Leveraging Literacy: advice to would-be commercial writers in the pastorate or some other job that needs economic augmentation

Thinking about my post on the problem of trying to make money writing articles and my follow up on how much to expect from how-to books, I want to say something more (or more specific) about why writing can pay and why a pastor needing side income might want to consider this line of work.

It is easy to think that writing should pay almost nothing. Look at blogs! Lots of people like to write. Why should you get paid to do it?

And that is why my instinct is to advise you to avoid articles. When you are competing in a field of writing where writers typically think it is desirable to write, then you will not get paid well. There are too many out there who think writing is fun. They bid down the price you can expect to get for your services.
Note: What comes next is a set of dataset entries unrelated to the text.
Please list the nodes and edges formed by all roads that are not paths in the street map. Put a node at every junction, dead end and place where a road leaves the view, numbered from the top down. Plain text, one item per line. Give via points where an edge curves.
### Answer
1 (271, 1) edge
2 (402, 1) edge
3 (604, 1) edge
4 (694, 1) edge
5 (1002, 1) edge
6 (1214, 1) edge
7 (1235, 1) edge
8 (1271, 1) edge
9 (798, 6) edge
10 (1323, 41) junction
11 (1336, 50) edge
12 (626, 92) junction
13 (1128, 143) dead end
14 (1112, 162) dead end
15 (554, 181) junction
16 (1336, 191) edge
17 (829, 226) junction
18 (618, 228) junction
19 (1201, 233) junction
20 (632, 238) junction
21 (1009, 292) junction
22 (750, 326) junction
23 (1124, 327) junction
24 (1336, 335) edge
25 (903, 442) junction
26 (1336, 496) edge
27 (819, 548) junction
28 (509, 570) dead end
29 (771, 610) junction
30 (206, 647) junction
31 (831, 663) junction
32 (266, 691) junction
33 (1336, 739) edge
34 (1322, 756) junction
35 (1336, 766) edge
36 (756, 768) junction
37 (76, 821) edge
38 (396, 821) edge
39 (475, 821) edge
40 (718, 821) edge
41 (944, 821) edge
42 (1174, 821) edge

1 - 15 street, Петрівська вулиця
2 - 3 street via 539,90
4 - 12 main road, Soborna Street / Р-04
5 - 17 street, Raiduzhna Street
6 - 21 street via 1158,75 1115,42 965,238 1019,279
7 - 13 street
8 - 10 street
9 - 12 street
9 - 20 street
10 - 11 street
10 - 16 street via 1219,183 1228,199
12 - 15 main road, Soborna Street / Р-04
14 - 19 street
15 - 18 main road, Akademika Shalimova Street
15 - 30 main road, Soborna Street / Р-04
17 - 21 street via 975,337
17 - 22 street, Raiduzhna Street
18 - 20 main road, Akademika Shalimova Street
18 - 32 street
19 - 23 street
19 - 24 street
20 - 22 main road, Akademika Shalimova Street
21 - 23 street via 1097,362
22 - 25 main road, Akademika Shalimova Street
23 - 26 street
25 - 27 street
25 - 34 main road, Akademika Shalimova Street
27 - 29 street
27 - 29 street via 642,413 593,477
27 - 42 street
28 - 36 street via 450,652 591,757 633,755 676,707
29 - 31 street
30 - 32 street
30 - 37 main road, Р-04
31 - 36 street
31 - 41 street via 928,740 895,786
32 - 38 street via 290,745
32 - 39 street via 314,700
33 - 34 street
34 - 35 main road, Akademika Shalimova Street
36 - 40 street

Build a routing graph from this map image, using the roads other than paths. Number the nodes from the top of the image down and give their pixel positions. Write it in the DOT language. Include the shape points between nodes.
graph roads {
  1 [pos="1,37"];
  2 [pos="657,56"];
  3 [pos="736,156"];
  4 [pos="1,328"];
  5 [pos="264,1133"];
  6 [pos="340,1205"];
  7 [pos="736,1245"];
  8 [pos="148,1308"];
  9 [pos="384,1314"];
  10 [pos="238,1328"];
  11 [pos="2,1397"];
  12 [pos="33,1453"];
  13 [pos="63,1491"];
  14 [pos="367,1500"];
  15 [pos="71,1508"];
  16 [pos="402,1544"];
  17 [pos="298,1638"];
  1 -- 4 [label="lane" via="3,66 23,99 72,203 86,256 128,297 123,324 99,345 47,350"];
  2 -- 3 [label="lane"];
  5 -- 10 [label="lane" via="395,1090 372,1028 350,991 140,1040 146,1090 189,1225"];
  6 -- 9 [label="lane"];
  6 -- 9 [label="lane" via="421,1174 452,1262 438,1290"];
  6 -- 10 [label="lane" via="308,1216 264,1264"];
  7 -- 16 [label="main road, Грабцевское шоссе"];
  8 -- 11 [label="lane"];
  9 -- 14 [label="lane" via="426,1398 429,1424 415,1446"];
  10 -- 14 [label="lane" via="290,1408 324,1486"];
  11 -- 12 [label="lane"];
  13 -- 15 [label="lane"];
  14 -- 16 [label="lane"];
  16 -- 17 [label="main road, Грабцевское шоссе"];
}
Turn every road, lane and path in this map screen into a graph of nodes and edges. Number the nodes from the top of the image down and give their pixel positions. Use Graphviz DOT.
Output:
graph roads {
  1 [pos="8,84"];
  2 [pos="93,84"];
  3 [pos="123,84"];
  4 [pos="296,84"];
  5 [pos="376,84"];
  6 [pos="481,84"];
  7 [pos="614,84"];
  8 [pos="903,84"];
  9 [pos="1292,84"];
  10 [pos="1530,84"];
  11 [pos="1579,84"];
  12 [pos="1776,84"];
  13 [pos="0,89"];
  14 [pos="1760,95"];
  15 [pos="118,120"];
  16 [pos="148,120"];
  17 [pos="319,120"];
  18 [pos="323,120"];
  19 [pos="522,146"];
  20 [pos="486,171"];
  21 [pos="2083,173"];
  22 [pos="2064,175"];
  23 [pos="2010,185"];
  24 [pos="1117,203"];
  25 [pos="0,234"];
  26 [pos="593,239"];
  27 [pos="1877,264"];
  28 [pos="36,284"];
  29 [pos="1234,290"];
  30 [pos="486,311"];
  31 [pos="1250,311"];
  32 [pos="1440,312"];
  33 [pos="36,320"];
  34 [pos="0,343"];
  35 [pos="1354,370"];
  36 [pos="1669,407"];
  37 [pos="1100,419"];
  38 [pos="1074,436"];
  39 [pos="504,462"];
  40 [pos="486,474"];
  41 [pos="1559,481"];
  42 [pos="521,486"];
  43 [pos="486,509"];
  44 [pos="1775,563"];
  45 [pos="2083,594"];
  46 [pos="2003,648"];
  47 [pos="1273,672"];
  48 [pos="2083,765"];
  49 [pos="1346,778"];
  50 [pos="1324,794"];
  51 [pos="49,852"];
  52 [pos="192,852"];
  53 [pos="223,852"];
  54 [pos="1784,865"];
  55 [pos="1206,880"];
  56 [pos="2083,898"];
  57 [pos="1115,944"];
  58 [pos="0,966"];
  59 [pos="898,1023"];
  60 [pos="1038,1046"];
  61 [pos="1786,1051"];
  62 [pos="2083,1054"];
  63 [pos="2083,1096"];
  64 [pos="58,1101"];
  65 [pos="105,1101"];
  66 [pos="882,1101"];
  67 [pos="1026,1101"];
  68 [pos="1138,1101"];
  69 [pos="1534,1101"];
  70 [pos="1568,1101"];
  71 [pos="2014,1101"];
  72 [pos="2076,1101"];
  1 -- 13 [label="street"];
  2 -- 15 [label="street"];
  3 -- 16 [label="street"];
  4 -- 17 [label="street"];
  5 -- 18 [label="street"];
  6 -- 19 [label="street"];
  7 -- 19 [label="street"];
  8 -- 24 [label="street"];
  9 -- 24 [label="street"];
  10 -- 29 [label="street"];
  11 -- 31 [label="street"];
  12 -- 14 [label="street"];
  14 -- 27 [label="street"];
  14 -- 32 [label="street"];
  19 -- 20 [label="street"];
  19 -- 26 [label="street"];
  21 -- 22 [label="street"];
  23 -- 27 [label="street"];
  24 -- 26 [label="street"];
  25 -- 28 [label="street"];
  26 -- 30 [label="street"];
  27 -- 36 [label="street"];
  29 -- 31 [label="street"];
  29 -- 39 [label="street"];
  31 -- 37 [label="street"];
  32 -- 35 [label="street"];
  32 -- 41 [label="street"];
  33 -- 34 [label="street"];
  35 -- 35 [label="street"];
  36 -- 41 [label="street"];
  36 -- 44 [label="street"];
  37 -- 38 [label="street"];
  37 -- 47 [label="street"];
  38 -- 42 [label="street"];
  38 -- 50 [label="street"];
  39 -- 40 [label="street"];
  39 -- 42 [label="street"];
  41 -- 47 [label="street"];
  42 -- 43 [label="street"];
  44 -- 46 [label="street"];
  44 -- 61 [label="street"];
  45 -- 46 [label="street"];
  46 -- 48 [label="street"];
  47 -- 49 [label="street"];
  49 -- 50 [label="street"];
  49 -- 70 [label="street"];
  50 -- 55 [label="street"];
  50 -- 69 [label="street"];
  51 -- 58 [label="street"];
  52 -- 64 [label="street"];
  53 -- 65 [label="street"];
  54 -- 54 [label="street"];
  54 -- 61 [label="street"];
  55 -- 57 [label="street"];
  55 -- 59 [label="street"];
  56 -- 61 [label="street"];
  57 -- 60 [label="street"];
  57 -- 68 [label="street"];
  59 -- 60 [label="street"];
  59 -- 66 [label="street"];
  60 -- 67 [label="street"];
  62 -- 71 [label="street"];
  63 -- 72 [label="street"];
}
But as soon as you offer to do writing that no one wants to do, you are in a completely different economy.

On the other hand, when you start writing for hire pieces that have no real attraction to “the artist,” you have a chance to make some real money. The basis for this is that there are people out there who need to produce writing, but whose time constraints make it hard for them to do so. Sure, they could, in theory, write a sales piece or construct direct marketing copy. But they have other things to do with their time.

And that’s where you can step in. Sure, in one sense, “anyone” could do it. But really, that is not true. It requires someone who you can trust to be literate and intelligent and educated. It simply won’t work as a low-paying wage job.

To put it another way, if you are saving a guy time who makes a high hourly rate, you can expect a high hourly rate yourself.

A final word: my biggest regret right now is that I did not try to do this as a side-business back in Oklahoma. Instead I waited until I was out of work and was forced to “hit the ground running.” Yet, while I have a long way to go, it has actually started to work for me. Still, I might be in a much better business position if I had begun earlier developing contacts for part-time work. Don’t make my mistake. Start now.